▼▼▼

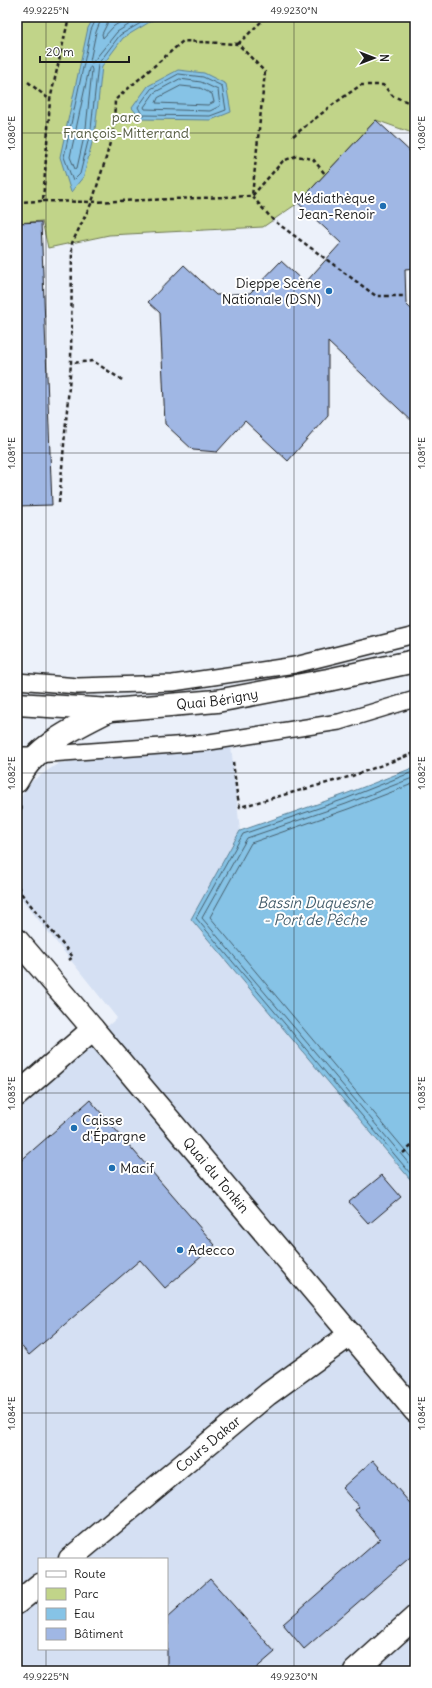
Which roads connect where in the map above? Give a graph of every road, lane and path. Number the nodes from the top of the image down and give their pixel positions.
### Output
1 (266, 17) edge
2 (70, 18) edge
3 (238, 44) junction
4 (28, 82) dead end
5 (50, 100) junction
6 (415, 105) edge
7 (293, 136) dead end
8 (325, 174) dead end
9 (252, 196) junction
10 (43, 201) junction
11 (17, 202) edge
12 (92, 202) junction
13 (406, 296) dead end
14 (71, 362) junction
15 (122, 380) dead end
16 (59, 503) dead end
17 (415, 635) edge
18 (415, 661) edge
19 (17, 680) edge
20 (415, 699) edge
21 (17, 704) edge
22 (111, 710) junction
23 (415, 753) edge
24 (27, 755) edge
25 (232, 756) dead end
26 (17, 781) edge
27 (25, 803) dead end
28 (17, 815) edge
29 (17, 940) edge
30 (93, 1029) junction
31 (17, 1095) edge
32 (415, 1143) edge
33 (403, 1153) dead end
34 (351, 1334) junction
35 (415, 1411) edge
36 (71, 1558) edge
37 (38, 1585) edge
38 (17, 1603) edge
39 (415, 1617) edge
40 (355, 1671) edge

1 - 3 path
2 - 5 path
3 - 9 path
3 - 12 path
4 - 5 path
5 - 10 path
6 - 7 path
8 - 9 path
9 - 12 path
9 - 13 path
10 - 11 path
10 - 12 path
12 - 14 path
14 - 15 path
14 - 16 path
17 - 19 lane
18 - 22 street, Quai Bérigny
20 - 24 lane
21 - 22 street, Quai Bérigny
22 - 24 street
23 - 25 path
24 - 26 street
27 - 28 path
29 - 30 street, Quai du Tonkin
30 - 31 street
30 - 34 street, Quai du Tonkin
32 - 33 path
34 - 35 street, Quai du Tonkin
34 - 36 street, Cours Dakar
37 - 38 street
39 - 40 street

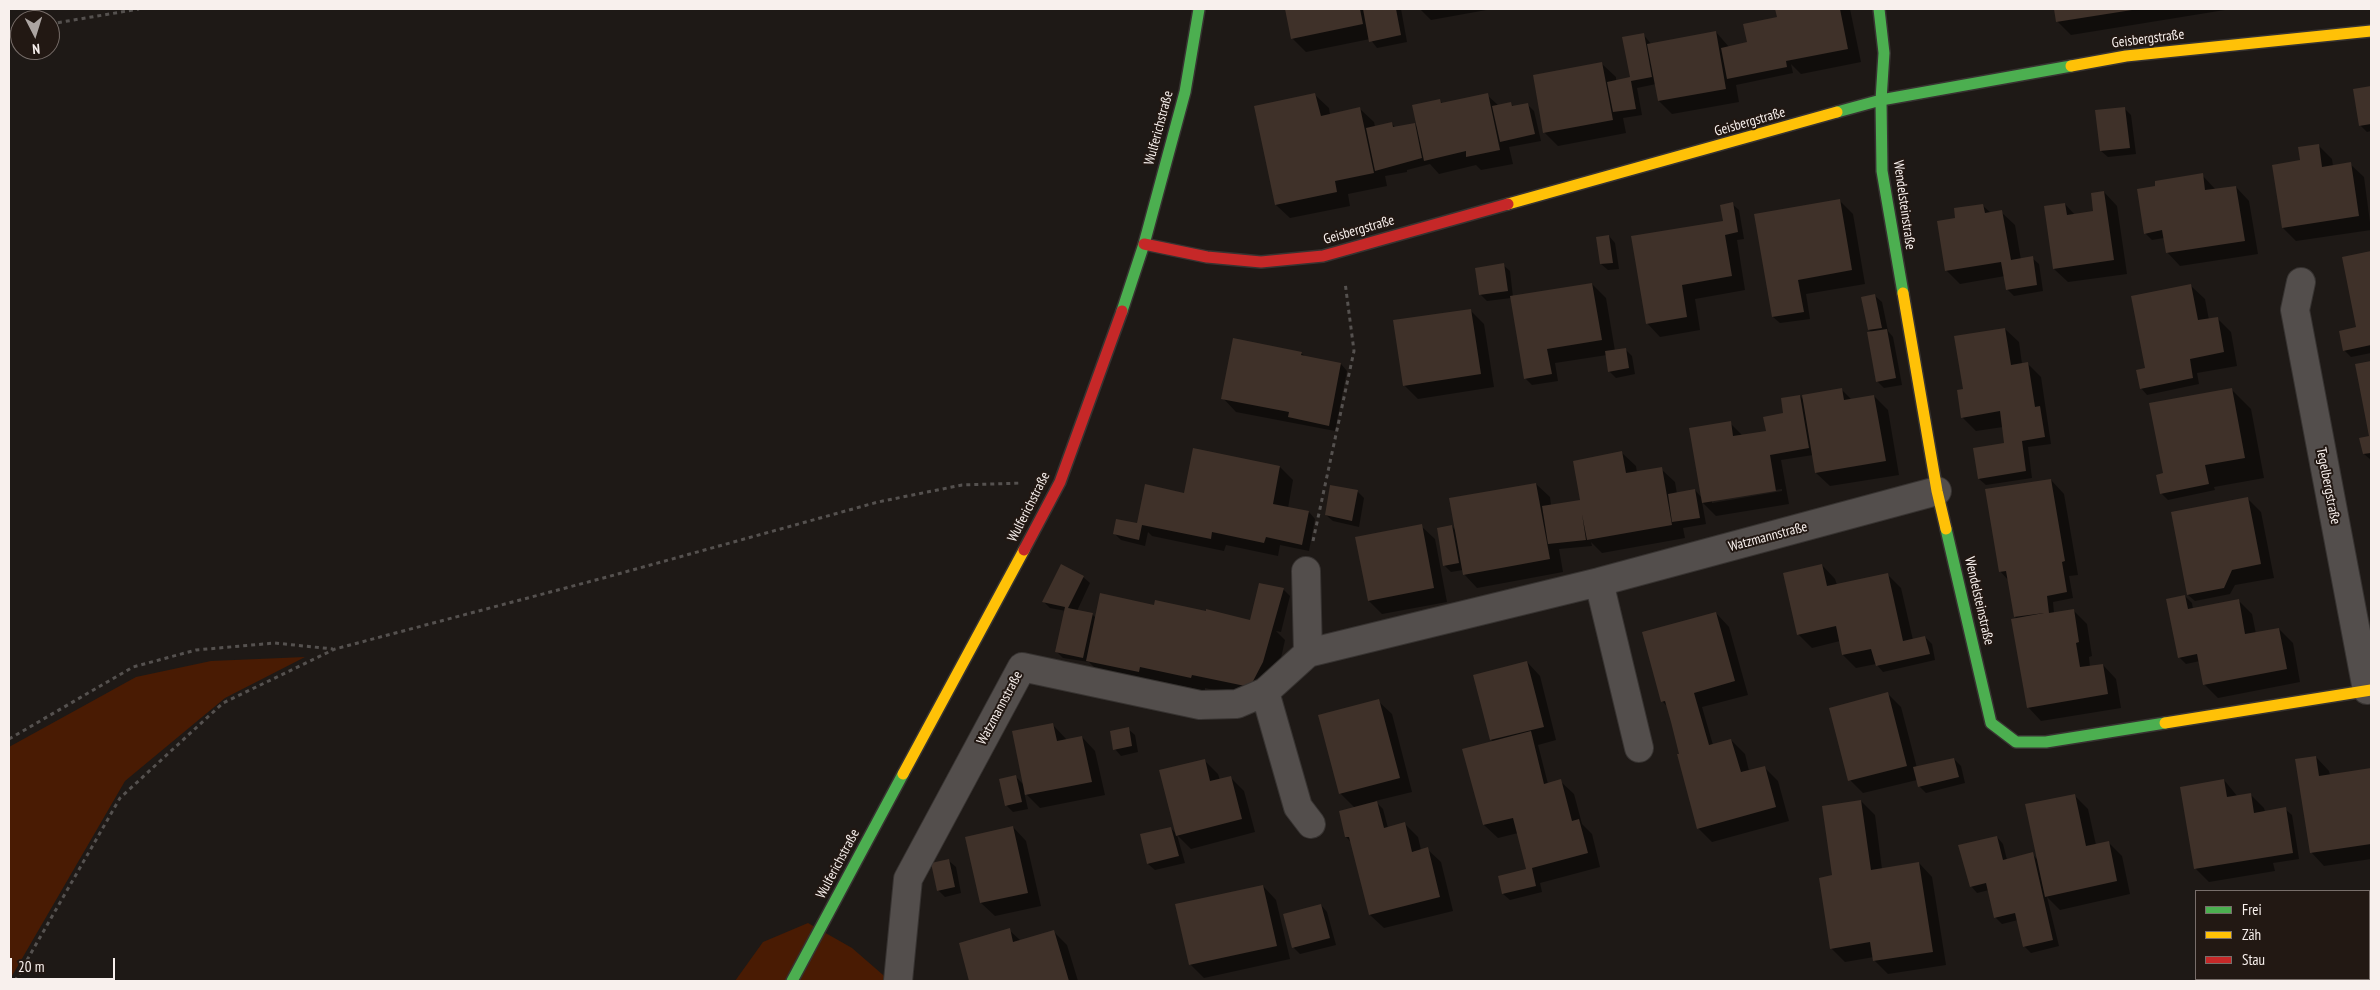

▲▲▲

## [What is expected]
Retype each line above exactly. Leave the images out.

## [Your solution]
Which roads connect where in the map above? Give a graph of every road, lane and path. Number the nodes from the top of the image down and give their pixel positions.
### Output
1 (266, 17) edge
2 (70, 18) edge
3 (238, 44) junction
4 (28, 82) dead end
5 (50, 100) junction
6 (415, 105) edge
7 (293, 136) dead end
8 (325, 174) dead end
9 (252, 196) junction
10 (43, 201) junction
11 (17, 202) edge
12 (92, 202) junction
13 (406, 296) dead end
14 (71, 362) junction
15 (122, 380) dead end
16 (59, 503) dead end
17 (415, 635) edge
18 (415, 661) edge
19 (17, 680) edge
20 (415, 699) edge
21 (17, 704) edge
22 (111, 710) junction
23 (415, 753) edge
24 (27, 755) edge
25 (232, 756) dead end
26 (17, 781) edge
27 (25, 803) dead end
28 (17, 815) edge
29 (17, 940) edge
30 (93, 1029) junction
31 (17, 1095) edge
32 (415, 1143) edge
33 (403, 1153) dead end
34 (351, 1334) junction
35 (415, 1411) edge
36 (71, 1558) edge
37 (38, 1585) edge
38 (17, 1603) edge
39 (415, 1617) edge
40 (355, 1671) edge

1 - 3 path
2 - 5 path
3 - 9 path
3 - 12 path
4 - 5 path
5 - 10 path
6 - 7 path
8 - 9 path
9 - 12 path
9 - 13 path
10 - 11 path
10 - 12 path
12 - 14 path
14 - 15 path
14 - 16 path
17 - 19 lane
18 - 22 street, Quai Bérigny
20 - 24 lane
21 - 22 street, Quai Bérigny
22 - 24 street
23 - 25 path
24 - 26 street
27 - 28 path
29 - 30 street, Quai du Tonkin
30 - 31 street
30 - 34 street, Quai du Tonkin
32 - 33 path
34 - 35 street, Quai du Tonkin
34 - 36 street, Cours Dakar
37 - 38 street
39 - 40 street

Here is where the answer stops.